The museum at Barlaston in the 1970s, © Wedgwood Museum

The museum at Barlaston in the 1970s
© Wedgwood Museum

History of the Museum

Josiah I

The Wedgwood Museum’s origins can be traced right back to the company’s founder, Josiah Wedgwood I. He raised the idea of the historical collection in a letter to his business partner, Thomas Bentley on the 3rd December 1774. 

‘I have often wish'd I had saved a single specimen of all the new articles I have made, & would now give twenty times the original value for such a collection. For ten years past I have omitted doing this, because I did not begin it ten years sooner. I am now, from thinking, and talking a little more upon this subject ... resolv'd to make a beginning.'

The first Museum

The discovery of a hoard of early trials and experimental pieces in a storeroom prompted the company to scour the factory for other pieces of historical interest.

The first museum was opened in 1906, and Wedgwood was amongst the first ceramic manufacturers to have it on a permanent site.
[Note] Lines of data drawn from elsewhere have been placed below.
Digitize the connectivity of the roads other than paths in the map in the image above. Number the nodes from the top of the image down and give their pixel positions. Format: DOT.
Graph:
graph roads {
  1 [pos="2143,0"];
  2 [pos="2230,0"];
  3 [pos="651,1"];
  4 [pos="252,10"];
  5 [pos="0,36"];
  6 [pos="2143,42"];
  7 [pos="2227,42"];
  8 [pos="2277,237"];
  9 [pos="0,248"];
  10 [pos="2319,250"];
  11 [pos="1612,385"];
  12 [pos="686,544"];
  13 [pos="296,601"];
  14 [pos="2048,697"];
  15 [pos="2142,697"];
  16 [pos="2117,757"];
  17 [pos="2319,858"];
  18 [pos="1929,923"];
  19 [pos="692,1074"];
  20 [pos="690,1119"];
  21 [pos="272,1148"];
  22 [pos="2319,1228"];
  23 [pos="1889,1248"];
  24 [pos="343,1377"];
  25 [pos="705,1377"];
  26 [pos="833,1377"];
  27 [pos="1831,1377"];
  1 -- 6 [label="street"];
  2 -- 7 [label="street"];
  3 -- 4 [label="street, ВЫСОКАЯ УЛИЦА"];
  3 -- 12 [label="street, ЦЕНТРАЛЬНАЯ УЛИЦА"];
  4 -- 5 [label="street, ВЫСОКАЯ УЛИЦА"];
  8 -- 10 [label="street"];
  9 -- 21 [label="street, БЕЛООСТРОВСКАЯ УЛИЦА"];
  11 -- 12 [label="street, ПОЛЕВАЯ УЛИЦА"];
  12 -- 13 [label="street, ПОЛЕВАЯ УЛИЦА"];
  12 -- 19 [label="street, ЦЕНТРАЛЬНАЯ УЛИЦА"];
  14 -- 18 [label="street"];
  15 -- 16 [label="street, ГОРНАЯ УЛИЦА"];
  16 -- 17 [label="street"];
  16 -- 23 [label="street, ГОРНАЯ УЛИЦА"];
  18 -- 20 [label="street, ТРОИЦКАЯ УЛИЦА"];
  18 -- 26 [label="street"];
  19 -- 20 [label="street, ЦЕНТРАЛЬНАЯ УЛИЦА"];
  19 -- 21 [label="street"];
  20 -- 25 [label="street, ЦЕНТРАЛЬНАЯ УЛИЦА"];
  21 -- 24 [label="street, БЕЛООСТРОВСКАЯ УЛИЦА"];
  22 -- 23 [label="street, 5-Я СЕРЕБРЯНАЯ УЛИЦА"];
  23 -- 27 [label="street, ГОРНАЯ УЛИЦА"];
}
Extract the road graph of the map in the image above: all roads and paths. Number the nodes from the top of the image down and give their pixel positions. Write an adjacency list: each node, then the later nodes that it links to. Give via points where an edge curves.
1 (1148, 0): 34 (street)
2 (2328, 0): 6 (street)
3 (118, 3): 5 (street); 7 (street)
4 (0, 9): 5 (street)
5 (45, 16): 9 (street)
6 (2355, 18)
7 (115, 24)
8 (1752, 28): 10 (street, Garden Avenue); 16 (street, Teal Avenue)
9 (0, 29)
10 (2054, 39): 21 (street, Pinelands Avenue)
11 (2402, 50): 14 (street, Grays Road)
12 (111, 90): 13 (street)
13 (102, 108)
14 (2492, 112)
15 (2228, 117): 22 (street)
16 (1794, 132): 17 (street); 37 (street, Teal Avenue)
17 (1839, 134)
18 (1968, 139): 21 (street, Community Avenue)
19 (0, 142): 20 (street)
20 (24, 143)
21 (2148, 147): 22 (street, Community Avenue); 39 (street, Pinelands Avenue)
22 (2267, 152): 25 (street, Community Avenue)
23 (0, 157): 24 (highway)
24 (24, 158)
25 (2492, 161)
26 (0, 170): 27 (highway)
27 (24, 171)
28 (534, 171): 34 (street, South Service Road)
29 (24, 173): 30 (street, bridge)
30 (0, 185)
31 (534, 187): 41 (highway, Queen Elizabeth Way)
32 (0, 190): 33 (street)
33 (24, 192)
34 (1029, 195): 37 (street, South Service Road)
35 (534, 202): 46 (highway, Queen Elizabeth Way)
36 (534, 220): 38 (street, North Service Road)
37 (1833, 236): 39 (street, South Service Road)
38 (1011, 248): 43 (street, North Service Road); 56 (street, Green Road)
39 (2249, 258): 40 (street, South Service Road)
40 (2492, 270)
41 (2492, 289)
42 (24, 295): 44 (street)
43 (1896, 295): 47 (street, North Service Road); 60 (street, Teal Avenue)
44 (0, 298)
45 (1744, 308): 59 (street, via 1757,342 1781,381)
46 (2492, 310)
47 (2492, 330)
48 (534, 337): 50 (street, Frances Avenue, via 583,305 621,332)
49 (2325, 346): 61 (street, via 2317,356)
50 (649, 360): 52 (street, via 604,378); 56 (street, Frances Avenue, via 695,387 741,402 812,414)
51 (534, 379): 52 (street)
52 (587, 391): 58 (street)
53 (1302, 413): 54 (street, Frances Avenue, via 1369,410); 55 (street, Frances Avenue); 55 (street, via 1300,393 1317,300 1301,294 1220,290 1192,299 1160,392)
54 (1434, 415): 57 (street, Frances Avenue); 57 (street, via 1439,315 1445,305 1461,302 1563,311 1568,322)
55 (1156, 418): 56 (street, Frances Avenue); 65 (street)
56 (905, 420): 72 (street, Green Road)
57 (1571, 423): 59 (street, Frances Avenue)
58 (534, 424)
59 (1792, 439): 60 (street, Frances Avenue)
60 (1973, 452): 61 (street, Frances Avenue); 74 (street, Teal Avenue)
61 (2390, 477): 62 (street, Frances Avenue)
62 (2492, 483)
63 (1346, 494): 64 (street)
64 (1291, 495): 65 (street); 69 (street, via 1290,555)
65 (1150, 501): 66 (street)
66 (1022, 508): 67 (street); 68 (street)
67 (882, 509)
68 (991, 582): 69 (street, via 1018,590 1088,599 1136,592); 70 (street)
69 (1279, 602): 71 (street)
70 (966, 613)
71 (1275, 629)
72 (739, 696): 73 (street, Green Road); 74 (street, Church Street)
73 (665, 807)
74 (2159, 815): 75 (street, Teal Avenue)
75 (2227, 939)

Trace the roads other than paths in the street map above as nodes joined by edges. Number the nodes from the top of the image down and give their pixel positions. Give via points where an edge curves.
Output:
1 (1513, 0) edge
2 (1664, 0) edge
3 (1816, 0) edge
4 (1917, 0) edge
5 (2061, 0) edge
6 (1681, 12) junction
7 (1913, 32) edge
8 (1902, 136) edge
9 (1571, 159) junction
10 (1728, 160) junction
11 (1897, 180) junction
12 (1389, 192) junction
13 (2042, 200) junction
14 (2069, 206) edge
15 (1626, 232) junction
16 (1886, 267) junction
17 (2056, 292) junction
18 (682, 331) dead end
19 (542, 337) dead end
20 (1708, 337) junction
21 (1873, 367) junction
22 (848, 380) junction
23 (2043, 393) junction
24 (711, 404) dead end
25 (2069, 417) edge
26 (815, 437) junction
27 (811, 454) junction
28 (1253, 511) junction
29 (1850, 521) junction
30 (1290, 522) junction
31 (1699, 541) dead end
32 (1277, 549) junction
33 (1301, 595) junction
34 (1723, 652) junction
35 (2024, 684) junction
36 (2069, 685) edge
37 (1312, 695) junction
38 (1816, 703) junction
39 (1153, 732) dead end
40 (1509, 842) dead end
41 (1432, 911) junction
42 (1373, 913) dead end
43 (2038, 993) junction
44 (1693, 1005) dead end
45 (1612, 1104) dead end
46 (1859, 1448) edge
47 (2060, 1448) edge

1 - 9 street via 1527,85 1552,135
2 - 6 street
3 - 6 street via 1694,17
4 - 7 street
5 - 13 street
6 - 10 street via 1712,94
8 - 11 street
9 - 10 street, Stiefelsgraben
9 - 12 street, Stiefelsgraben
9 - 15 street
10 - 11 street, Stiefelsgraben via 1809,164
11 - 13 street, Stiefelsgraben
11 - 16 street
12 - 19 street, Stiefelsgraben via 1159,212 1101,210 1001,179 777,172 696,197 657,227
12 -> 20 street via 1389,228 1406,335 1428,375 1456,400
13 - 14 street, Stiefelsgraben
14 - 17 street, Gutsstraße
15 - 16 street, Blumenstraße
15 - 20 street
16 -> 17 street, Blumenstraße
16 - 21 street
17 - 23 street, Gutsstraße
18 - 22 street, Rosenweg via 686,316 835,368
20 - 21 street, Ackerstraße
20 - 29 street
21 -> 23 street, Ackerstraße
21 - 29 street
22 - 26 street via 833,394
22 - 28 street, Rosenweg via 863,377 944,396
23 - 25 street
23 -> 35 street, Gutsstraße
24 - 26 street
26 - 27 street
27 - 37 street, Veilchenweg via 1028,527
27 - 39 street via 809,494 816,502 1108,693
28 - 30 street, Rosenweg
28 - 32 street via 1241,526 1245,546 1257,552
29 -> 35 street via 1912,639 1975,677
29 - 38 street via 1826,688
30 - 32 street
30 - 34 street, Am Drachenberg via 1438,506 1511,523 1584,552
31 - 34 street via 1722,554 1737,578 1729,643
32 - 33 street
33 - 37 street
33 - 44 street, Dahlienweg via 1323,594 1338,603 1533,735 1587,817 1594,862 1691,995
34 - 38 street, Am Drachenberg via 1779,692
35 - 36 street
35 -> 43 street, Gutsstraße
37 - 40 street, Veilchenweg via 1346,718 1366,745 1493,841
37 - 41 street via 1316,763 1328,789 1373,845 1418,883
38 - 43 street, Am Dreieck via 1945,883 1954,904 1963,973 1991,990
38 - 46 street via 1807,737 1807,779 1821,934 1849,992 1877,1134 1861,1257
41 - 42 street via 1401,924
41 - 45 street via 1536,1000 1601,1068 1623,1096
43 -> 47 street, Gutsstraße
It was on display for the public at the factory in Eturia until the outbreak of World War II when, like many other collections, it was packed away for safekeeping.

Move to Barlaston

Wedgwood moved its factory and production to Barlaston in 1940. However, the collection was not opened to the public until 1952 when it was housed in a specially built ‘Long Gallery' - which was over 100 yards long. This museum remained until 1975 when the idea of having a Visitor Centre was introduced.

The First Purpose-built Museum and Visitors Centre

The Visitor Centre complex included an art gallery, museum galleries, a cinema showing short documentaries and a demonstration hall where visitors viewed the skills of the craftsmen and the traditional methods of making ceramics.

The new build saw 5,500 square feet dedicated to the museum galleries. Cases were arranged in chronological order and were very much in keeping with the 1970s with display surfaces covered with fabrics in four shades of brown! Each area had related graphics and photographic material mounted behind the actual objects.

The Museum Expands

With the increasing interest in antiques and public awareness of the Trust's collections it was decided to expand and rebuild the Wedgwood Museum's galleries.

During the winter of 1984 construction work started, to double the floor space and to create a ‘living museum' concept. The aim was to provide the visitor with the impression not only of the company's history but an idea of the changes in style, form and design.

For the first time a specially created picture gallery allowed the public to view the collection of celebrated Wedgwood family paintings.

The Museum Trust won a Certificate of Distinction in the ‘Come to Britain' awards organised by the British Tourist Authority. The new museum also won the ‘Industrial and Social History Museum of the Year' in the National Heritage and London Illustrated News competition for 1984.  However, September 1999 Josiah Wedgwood & Sons decided to refurbish their visitor attraction. 

The Museum Today

Having embarked upon a mojor fundraising campaign, a new museum opened in October 2008.  The museum won the Art Fund Prize in 2009. On December 23rd, 2014, the Museum shut its doors as part of a major redevelopment of the Wedgwood Estate, and reopened in 2015 as a part of the wider World of Wedgwood attraction.